Video object segmentation algorithm based on adaptive template updating and multi-feature fusion
-
摘要
针对SiamMask不能很好地适应目标外观变化,特征信息利用不足导致生成掩码较为粗糙等问题,本文提出一种基于自适应模板更新与多特征融合的视频目标分割算法。首先,算法利用每一帧的分割结果对模板进行自适应更新;其次,使用混合池化模块对主干网络第四阶段提取的特征进行增强,将增强后的特征与粗略掩码进行融合;最后,使用特征融合模块对粗略掩码进行逐阶段细化,该模块能够对拼接后的特征进行有效的加权组合。实验结果表明,与SiamMask相比,本文算法性能有明显提升。在DAVIS2016数据集上,本文算法的区域相似度和轮廓相似度分别为0.727和0.696,比基准算法提升了1.0%和1.8%,速度达到40.2 f/s;在DAVIS2017数据集上,本文算法的区域相似度和轮廓相似度分别为0.567和0.615,比基准算法提升了2.4%和3.0%,速度达到42.6 f/s。
Abstract
In order to solve the problem that SiamMask cannot adapt to the change of target appearance and the lack of use of feature information leads to rough mask generation, this paper proposes a video object segmentation algorithm based on the adaptive template update and the multi-feature fusion. First of all, the algorithm adaptively updates the template using the segmentation results of each frame; secondly, the hybrid pooling module is used to enhance the features extracted in the fourth stage of the backbone network, and the enhanced features are fused with the rough mask; finally, the feature fusion module is used to refine the rough mask stage by stage, which can effectively combine the spliced features. Experimental results show that, compared with SiamMask, the performance of the proposed algorithm is significantly improved. On the DAVIS2016 data-set, the region similarity and contour similarity of this algorithm are 0.727 and 0.696, respectively, which is 1.0% and 1.8% higher than that of the benchmark algorithm, and the speed reaches 40.2 f/s. On the DAVIS2017 data-set, the region similarity and contour similarity of this algorithm are 0.567 and 0.615, respectively, which is 2.4% and 3.0% higher than that of the benchmark algorithm, and the speed reaches 42.6 f/s.
-
Key words:
- video object segmentation /
- template update /
- feature fusion /
- mask thinning
-
Overview
Overview: In recent years, video object segmentation (VOS) has been widely used in video surveillance, autopilot, intelligent robot, and other fields, and it has attracted more and more researchers' attention. According to the degree of human participation, video object segmentation can be divided into interactive video object segmentation, unsupervised video object segmentation, and semi-supervised video object segmentation. Semi-supervised VOS is the most concerned task in the field of video object segmentation, and it is also the research direction of this paper. Semi-supervised VOS gives the real mask of the target in the first frame of the video, and its purpose is to segment the target mask automatically in the remaining frames. However, in the whole video sequence, the target to be segmented may experience great appearance changes, occlusion, and fast movement, so it is a very challenging task to segment the target robust in the video sequence.

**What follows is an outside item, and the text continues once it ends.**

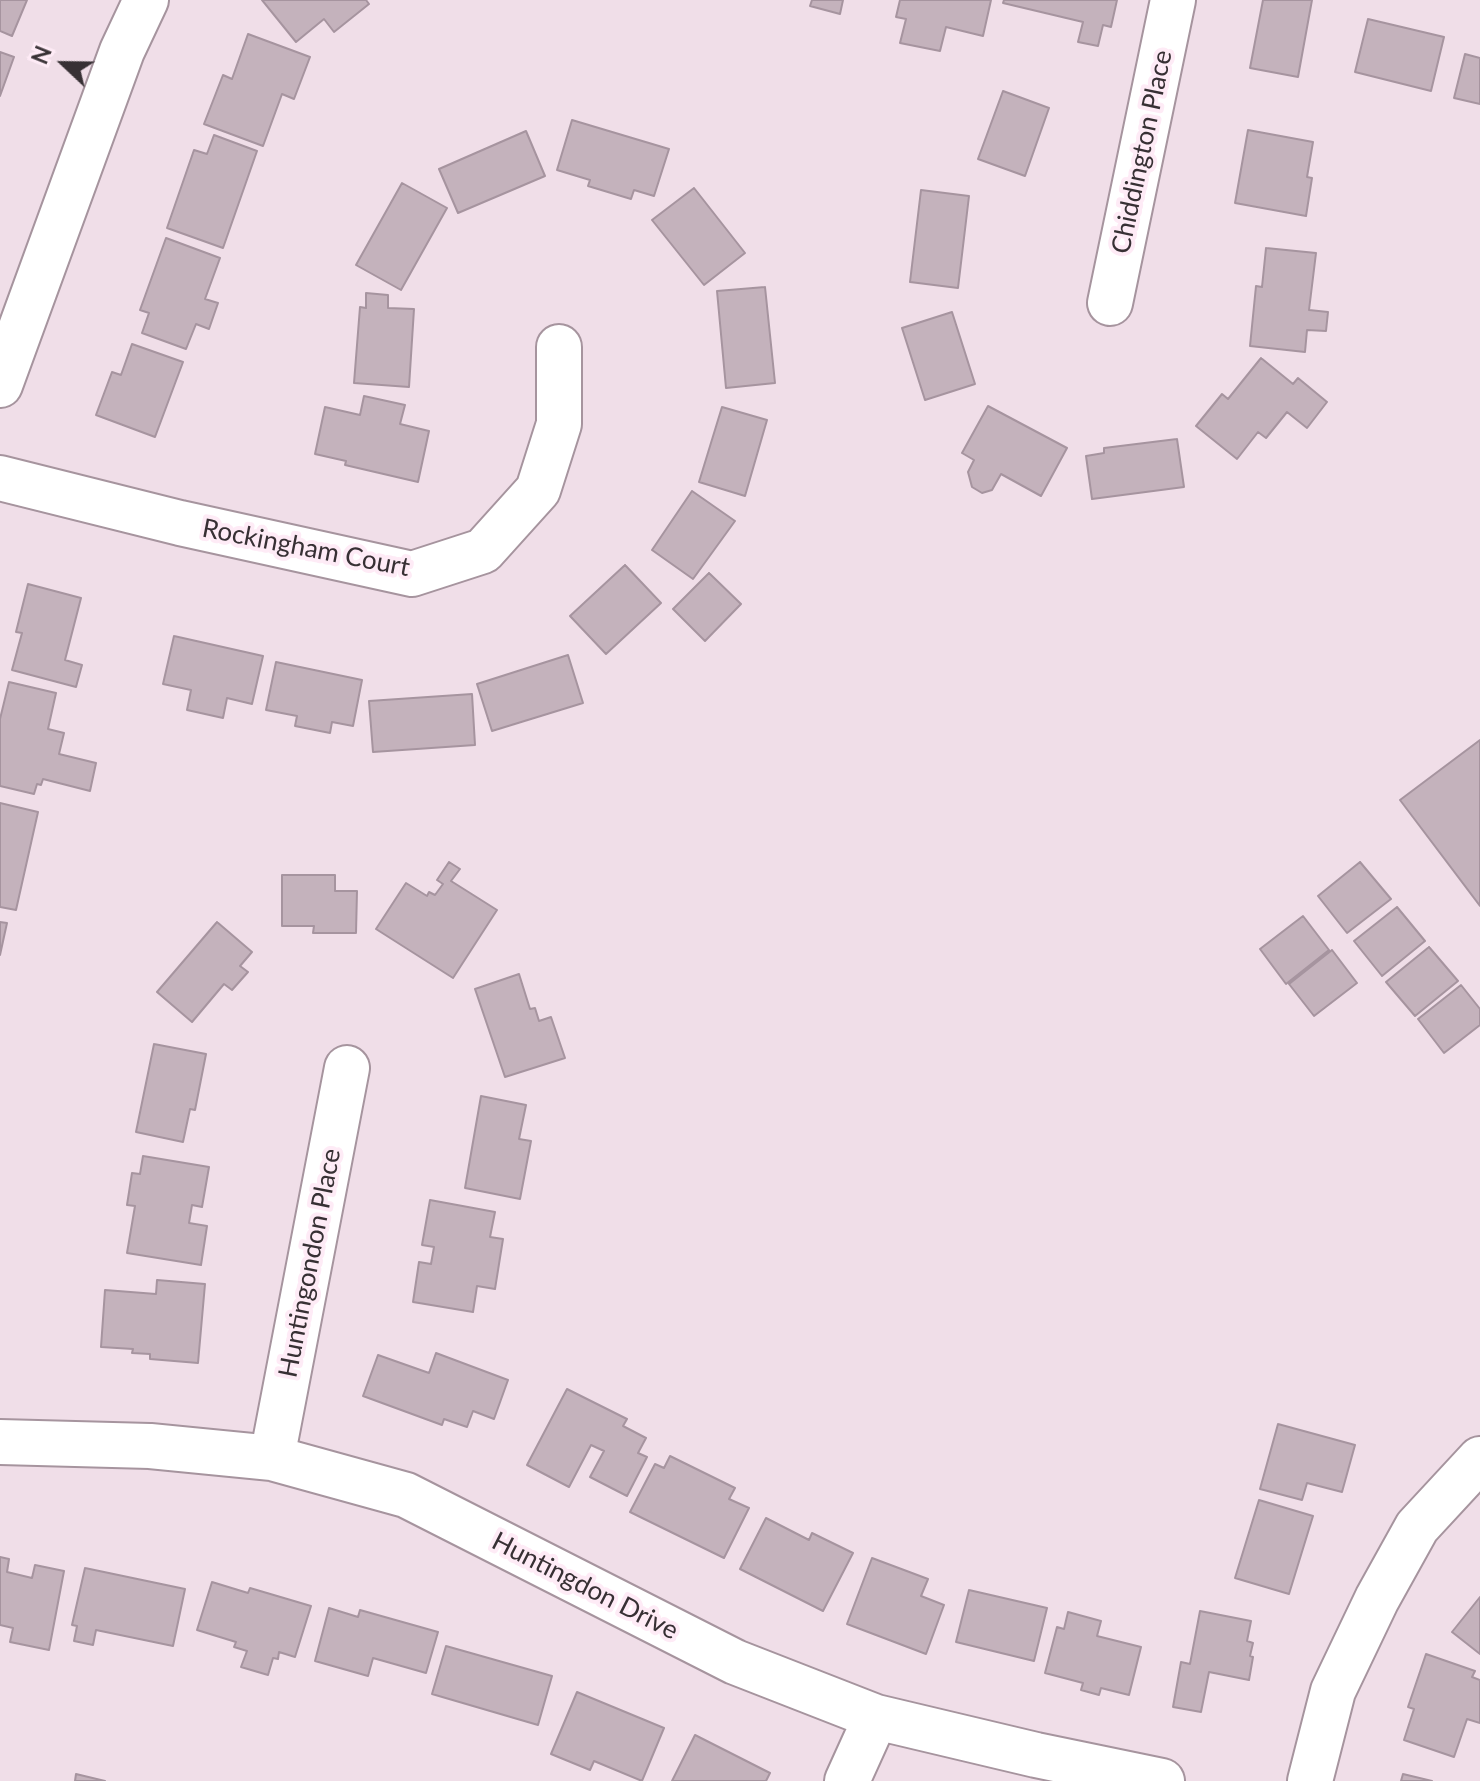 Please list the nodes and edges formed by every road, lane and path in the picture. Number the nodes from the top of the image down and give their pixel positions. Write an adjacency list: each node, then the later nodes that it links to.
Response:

SiamMask forms is a multi-branch twin network framework by adding Mask branches to SiamRPN. In the field of video object segmentation, SiamMask achieves competitive segmentation accuracy on DAVIS2016 and DAVIS2017 data-sets. At the same time, the speed is nearly an order of magnitude faster than the method in the same period. Compared with the classical OSVOS, SiamMask is two orders of magnitude faster, so the video object segmentation can be applied in practice. However, due to the lack of template update, SiamMask is prone to tracking drift in complex videos. In addition, in the process of mask generation, SiamMask uses a lot of feature information loss, the fusion process is relatively rough, and does not use the feature map of the whole stage of the backbone network to refine the mask. In order to solve the above problems, this paper proposes a video object segmentation algorithm based on the adaptive template update and the multi-feature fusion. First of all, the proposed algorithm uses an adaptive update strategy to process the template, which can update the template using the segmentation results of each frame. Secondly, in order to use more feature information to refine the mask, this algorithm uses the hybrid pooling module to enhance the features extracted in the fourth stage of the backbone network, and fuses the enhanced features with the rough mask. Finally, in order to generate a more fine mask, this algorithm uses the feature fusion module to participate in the mask thinning process of intermediate features with richer spatial information in each stage of the backbone network. The experimental results show that the proposed algorithm significantly improves the tracking drift caused by occlusion and similar background interference, the performances on DAVIS2016 and DAVIS2017 data-sets are significantly improved, and the running speed meets the real-time requirements.
-
-
表 1 DAVIS2016验证集上不同算法之间的性能对比
Table 1. Performance comparison between different algorithms on the DAVIS2016 verification set
表 2 DAVIS2017验证集上不同算法之间的性能对比
Table 2. Performance comparison between different algorithms on the DAVIS2017 verification set
表 3 本文算法在DAVIS2017上的消融实验
Table 3. Ablation experiment of this algorithm on the DAVIS2017
SiamMask MPM FFM Update J F √ 0.543 0.585 √ √ 0.546 0.591 √ √ 0.550 0.597 √ √ 0.559 0.602 √ √ √ 0.552 0.598 √ √ √ 0.562 0.608 √ √ √ 0.565 0.612 √ √ √ √ 0.567 0.615 -
参考文献
[1] Miao J X, Wei Y C, Yang Y. Memory aggregation networks for efficient interactive video object segmentation[C]//Proceedings of 2020 IEEE/CVF Conference on Computer Vision and Pattern Recognition, 2020: 10366-10375.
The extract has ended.